Mr. Hinck has also been a continuous and life-long bookseller. Together with his wife, Ann Marie Wall, he opened their first bookshop in 1979 in Newport, Rhode Island. Although now a full-time internet entrepreneur, he continues to pitch in, when needed, at Hinck & Wall Rare Books, now also located in Cambridge.
Daniel de Simone – Moderator of the ILAB Symposium
In January of 2017, Daniel De Simone retired from the Folger Shakespeare Library in Washington D. C. as the Eric Weinmann Librarian, where he directed the operations of the Central Library. DeSimone came to the Folger from the Library of Congress where he held the post of Curator of the Lessing J. Rosenwald Collection in the Rare Book and Special Collections Division. Before his appointment as Rosenwald Curator in 2000, he operated his own New York-based bookselling business for 22 years. He is a member of the Grolier Club, NY, the Association Internationale de Bibliophilie, Paris, the Antiquarian Booksellers Association of America (ABAA) and the Print Council of America.

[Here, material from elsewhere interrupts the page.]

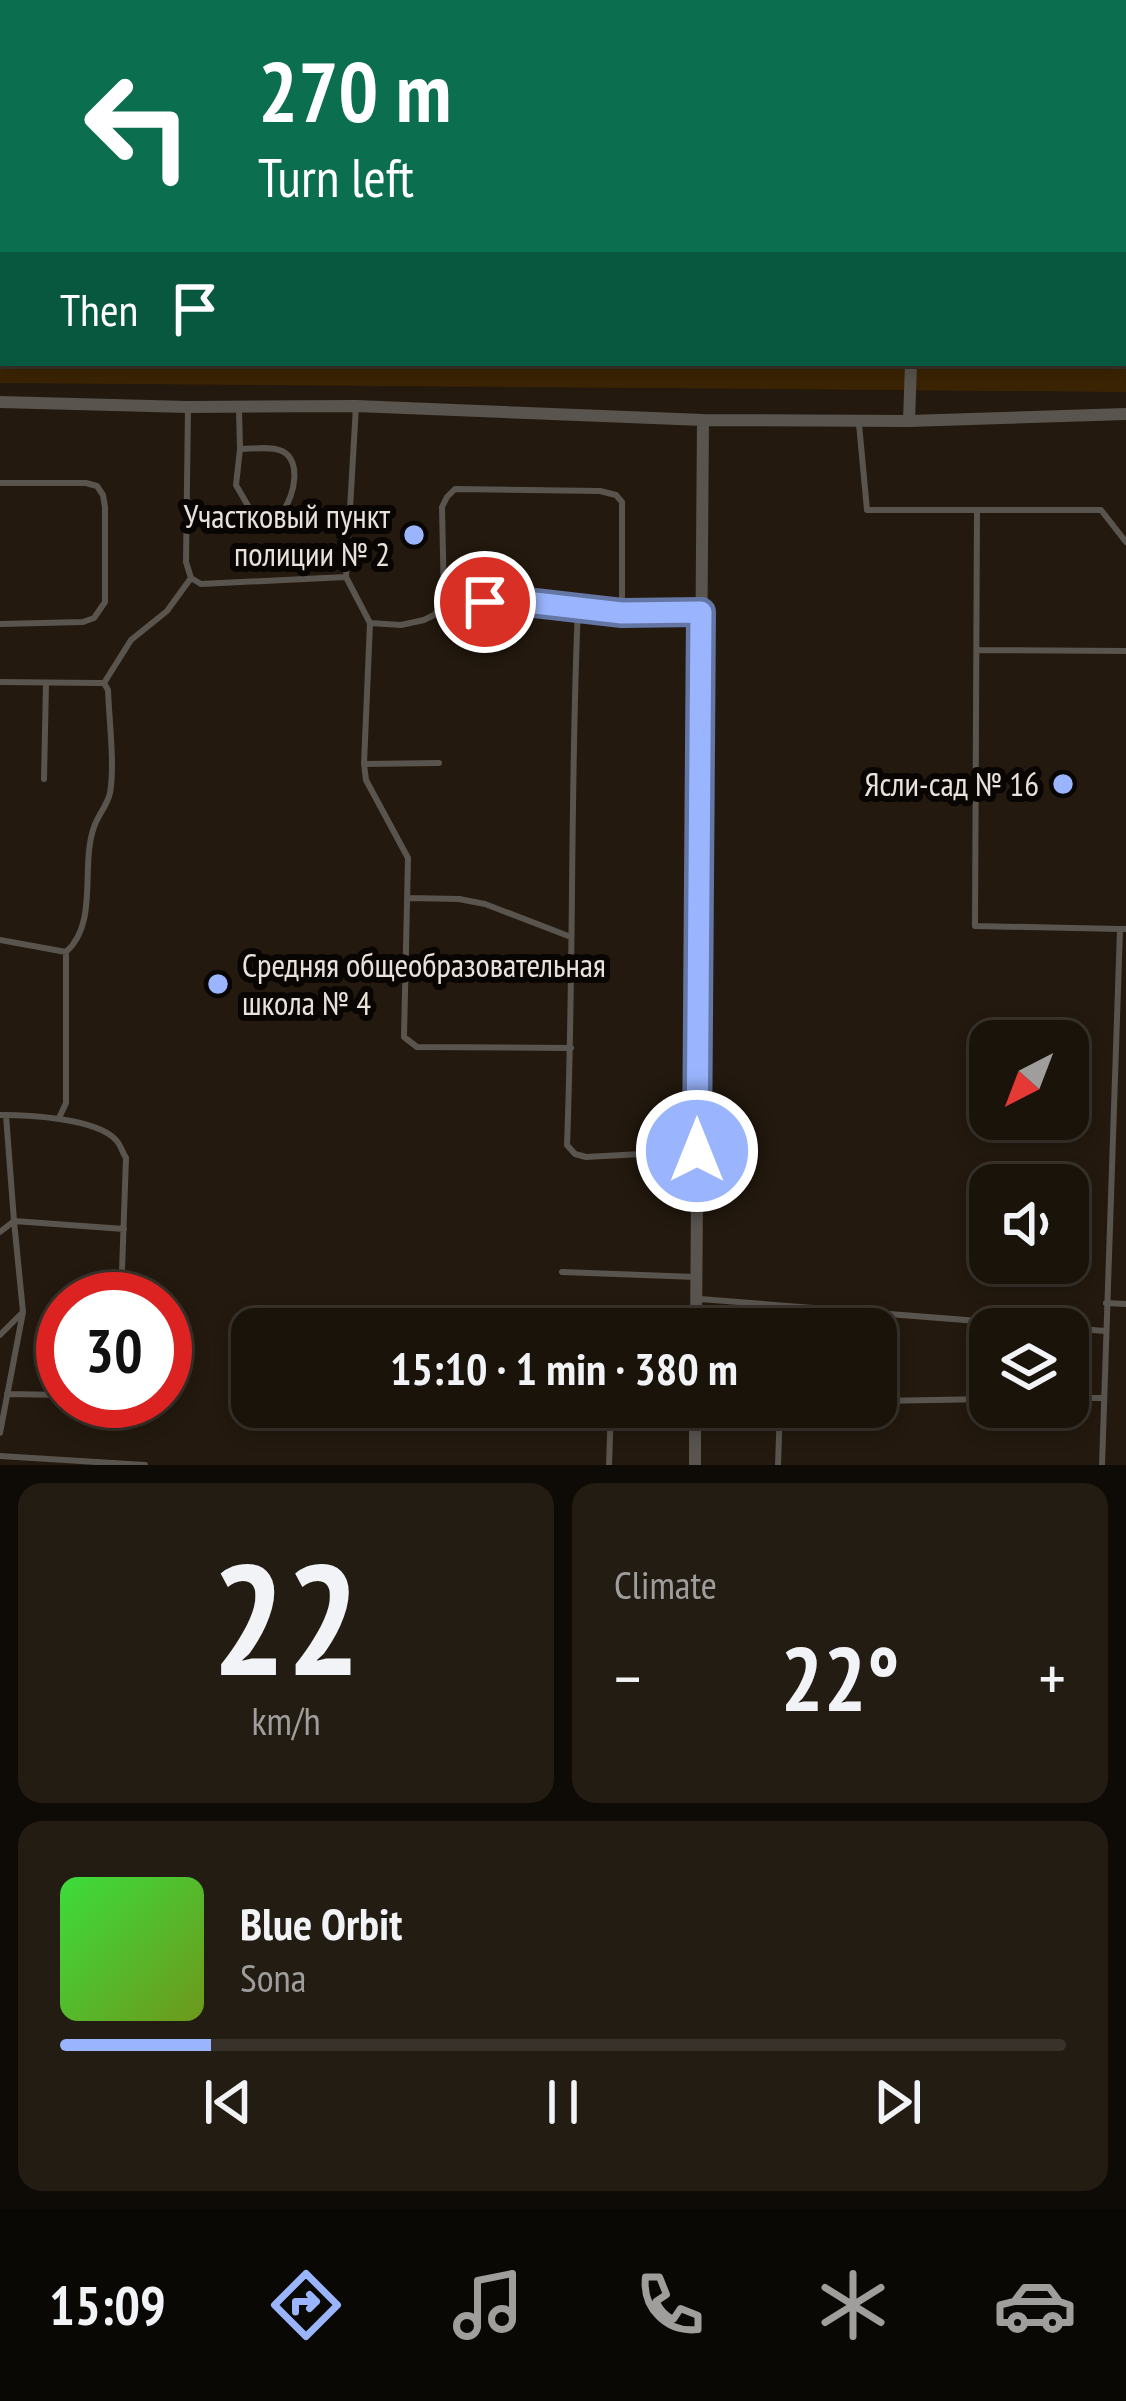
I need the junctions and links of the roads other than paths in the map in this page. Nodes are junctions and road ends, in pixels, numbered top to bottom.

Sally Burdon, ILAB President
Ms. Burdon is the owner of Asia Bookroom in Australia and has been in the antiquarian trade since 1982. She has served on the board of the Australian and New Zealand Association of Antiquarian Booksellers (ANZAAB) on several occasions, most recently as ANZAAB President between 2010 - 2013. She had the honour of being the specialist speaker at the Colorado Antiquarian Book Seminar in 2013 and remained on the faculty for a further 2 years. She joined the committee of the International League of Antiquarian Booksellers (ILAB) in 2014 and was elected ILAB President in February 2018.